Este artículo siempre se presenta un poco complicado, pues cuesta elegir a unas lecturas frente a otras dentro de ese Olimpo de letras que todos guardamos en nuestra memoria, pero intentaré hacer un repaso lo más ajustado posible. Desde que no levantaba ni tres palmos del suelo me decanté siempre por obras de fantasía, tal vez porque me transportaban a un mundo donde todo podía ser posible, aunque reconozco que no hacía ascos a otras novelas más realistas.
Recuerdo con especial cariño a Angela Sommer-Bodenburg y su saga Pequeño Vampiro que tanto ha dado de sí (ya son más de quince secuelas): con ella disfruté como el enano que era. Por otro lado, resultan muy importantes en mi memoria lectora series tan edulcoradas como Los Hollister, Los Cinco, Puck o Pakto, que releí una y otra vez pese a mi preferencia por la fantasía. Qué maravilla esas pandillas que siempre se topaban con misterios que resolver; sus aventuras han encandilado a varias generaciones de lectores, incluida la mía.
A partir de los 11 años empecé a catar con ganas algunos clásicos de la mano de Julio Verne, como Cinco semanas en globo o Viaje al centro de la Tierra, y mis primeras sagas específicamente juveniles (aquí recuerdo La materia oscura, de Philip Pullman). No se me ocurriría obviar a autores españoles como Elvira Lindo y su Manolito Gafotas, cuyas historias conservo como oro en paño, o Montserrat del Amo, que es capaz de llevarte de lo cotidiano a lo extraordinario sin grandes artificios en libros como El abrazo del Nilo.

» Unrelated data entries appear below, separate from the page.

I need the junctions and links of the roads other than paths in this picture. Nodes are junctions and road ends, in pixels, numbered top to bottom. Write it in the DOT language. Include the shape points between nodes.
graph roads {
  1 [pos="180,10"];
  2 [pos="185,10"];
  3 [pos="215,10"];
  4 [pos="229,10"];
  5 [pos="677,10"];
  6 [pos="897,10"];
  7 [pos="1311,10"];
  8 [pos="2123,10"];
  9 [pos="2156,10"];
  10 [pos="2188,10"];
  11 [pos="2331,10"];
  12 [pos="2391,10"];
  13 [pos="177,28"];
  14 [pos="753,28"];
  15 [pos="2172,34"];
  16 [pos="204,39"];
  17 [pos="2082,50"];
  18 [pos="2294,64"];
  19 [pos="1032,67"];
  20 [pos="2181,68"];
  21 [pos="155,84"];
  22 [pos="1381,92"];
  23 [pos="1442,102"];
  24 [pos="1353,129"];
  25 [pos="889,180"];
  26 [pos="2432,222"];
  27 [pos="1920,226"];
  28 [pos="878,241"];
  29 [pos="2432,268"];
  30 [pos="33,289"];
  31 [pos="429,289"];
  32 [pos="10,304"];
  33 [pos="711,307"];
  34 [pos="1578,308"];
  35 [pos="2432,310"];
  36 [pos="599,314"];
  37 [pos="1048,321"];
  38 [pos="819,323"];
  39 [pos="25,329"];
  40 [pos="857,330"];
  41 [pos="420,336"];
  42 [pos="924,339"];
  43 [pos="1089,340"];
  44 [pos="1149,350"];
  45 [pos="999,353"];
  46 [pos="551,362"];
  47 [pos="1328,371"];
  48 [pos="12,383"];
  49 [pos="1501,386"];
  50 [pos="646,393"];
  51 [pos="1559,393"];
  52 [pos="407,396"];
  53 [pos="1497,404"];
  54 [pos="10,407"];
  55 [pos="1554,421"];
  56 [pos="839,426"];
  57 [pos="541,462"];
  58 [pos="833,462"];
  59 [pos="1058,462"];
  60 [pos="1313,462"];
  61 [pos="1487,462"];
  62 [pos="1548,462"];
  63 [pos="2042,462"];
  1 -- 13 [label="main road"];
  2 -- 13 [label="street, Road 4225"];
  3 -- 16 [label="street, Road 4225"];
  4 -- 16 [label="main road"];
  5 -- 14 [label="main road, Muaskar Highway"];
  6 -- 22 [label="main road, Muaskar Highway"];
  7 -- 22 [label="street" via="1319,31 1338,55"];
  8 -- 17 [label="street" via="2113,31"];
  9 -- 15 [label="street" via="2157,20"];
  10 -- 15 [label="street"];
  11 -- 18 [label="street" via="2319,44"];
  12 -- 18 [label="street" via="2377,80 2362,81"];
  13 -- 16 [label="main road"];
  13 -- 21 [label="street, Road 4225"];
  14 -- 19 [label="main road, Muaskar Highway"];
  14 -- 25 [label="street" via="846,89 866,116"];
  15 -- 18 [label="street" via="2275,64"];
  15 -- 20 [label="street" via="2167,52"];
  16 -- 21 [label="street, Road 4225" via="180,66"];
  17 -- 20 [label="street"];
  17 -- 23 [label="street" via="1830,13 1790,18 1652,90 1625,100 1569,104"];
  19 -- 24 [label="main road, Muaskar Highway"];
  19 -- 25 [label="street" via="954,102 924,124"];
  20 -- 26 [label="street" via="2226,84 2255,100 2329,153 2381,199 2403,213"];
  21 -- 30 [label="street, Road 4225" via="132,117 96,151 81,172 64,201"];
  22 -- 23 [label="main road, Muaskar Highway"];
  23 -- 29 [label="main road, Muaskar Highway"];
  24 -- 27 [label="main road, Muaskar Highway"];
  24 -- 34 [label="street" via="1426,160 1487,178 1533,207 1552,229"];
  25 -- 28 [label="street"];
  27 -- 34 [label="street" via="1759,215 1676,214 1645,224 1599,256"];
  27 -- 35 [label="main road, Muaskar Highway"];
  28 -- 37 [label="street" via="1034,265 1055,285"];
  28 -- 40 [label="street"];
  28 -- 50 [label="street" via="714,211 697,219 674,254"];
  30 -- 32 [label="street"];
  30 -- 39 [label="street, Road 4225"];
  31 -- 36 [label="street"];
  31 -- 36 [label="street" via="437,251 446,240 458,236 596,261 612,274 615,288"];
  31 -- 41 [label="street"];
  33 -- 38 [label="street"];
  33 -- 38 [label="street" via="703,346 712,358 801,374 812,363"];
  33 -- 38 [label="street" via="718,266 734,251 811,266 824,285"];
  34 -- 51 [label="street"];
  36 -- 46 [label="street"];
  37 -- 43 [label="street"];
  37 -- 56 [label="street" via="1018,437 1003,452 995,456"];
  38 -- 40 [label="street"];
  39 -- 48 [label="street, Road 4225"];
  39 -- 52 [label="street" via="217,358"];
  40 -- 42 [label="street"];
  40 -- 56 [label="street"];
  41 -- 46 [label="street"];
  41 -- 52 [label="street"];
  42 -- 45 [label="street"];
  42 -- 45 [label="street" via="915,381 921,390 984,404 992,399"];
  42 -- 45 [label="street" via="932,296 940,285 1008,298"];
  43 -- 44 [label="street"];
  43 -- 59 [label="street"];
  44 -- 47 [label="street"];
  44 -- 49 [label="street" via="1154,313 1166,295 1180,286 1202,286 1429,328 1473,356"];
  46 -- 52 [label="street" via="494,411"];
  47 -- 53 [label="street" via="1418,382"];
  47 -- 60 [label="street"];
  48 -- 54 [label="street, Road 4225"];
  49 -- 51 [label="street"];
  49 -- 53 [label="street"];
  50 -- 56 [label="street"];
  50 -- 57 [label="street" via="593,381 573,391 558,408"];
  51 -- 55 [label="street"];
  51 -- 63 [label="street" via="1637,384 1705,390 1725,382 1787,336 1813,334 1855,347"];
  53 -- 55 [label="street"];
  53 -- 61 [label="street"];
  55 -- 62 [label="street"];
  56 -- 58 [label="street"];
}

Al igual que para la mayoría, supongo que el punto de inflexión lo marcó Harry Potter: no en el sentido de que me incentivara a la lectura, dado que no necesitaba ese empujón, sino porque el universo y los personajes tiernos a la par que excéntricos y sinuosos a los que dio vida J. K. Rowling, gozaban de una originalidad y una magia envidiables que llevaban a sus lectores a morderse las uñas durante el tiempo de espera entre libro y libro. ¡Y fueron siete! Desde entonces mis lecturas juveniles se incrementaron, empezando por El Hobbit (J. R. R. Tolkien), pasando por Las Crónicas de Belgarath (David Eddings) y llegando hasta la aún inconclusa Eragon, de Christopher Paolini. Todas ellas contenían un viaje, una misión y un destino que unos personajes memorables debían llevar a cabo en medio de una acción trepidante.
En los últimos años mi hambre lijera no ha disminuido, y quizá se deba a la gran calidad demostrada por distopías como la trilogía Los Juegos del Hambre (Suzanne Collins) o la bilogía Incarceron (Catherine Fisher); sin olvidarnos de la saga fantástica paranormal La Puerta Oscura, del zaragozano David Lozano, o la preciosa historia de magia y romance protagonizada por Ethan y Lena en La saga de las dieciséis lunas, de Margaret Stohl y Kami Garcia. También es reseñable la ingente producción de literatura juvenil que desde hace un tiempo vive el mercado.
Cada obra llegó en el momento indicado, justo cuando necesitaba evadirme de los problemas propios y trasladarme a unas tierras lejanas donde, paradójicamente, los personajes pasaban por los mismos problemas que yo trataba de olvidar. Lo cierto es que las dosis de realidad que desprendían los libros siempre me proporcionaron alguna enseñanza interesante, y es que es indiscutible que leer nos permite conocernos mucho mejor y dar rienda suelta a una imaginación sin fronteras.Debo decir que, sin lugar a dudas, la literatura juvenil es mi campo de letras preferido, aunque debido a mis estudios también frecuento la novela histórica más adulta. Obras comoLa plata de Britania, de Lindsey Davis, Yo Claudio, de Robert Graves, o De parte de la princesa muerta, de Kenizé Mourad, ocupan un lugar predilecto en mis estanterías junto a Rowling o Gonzalo Moure.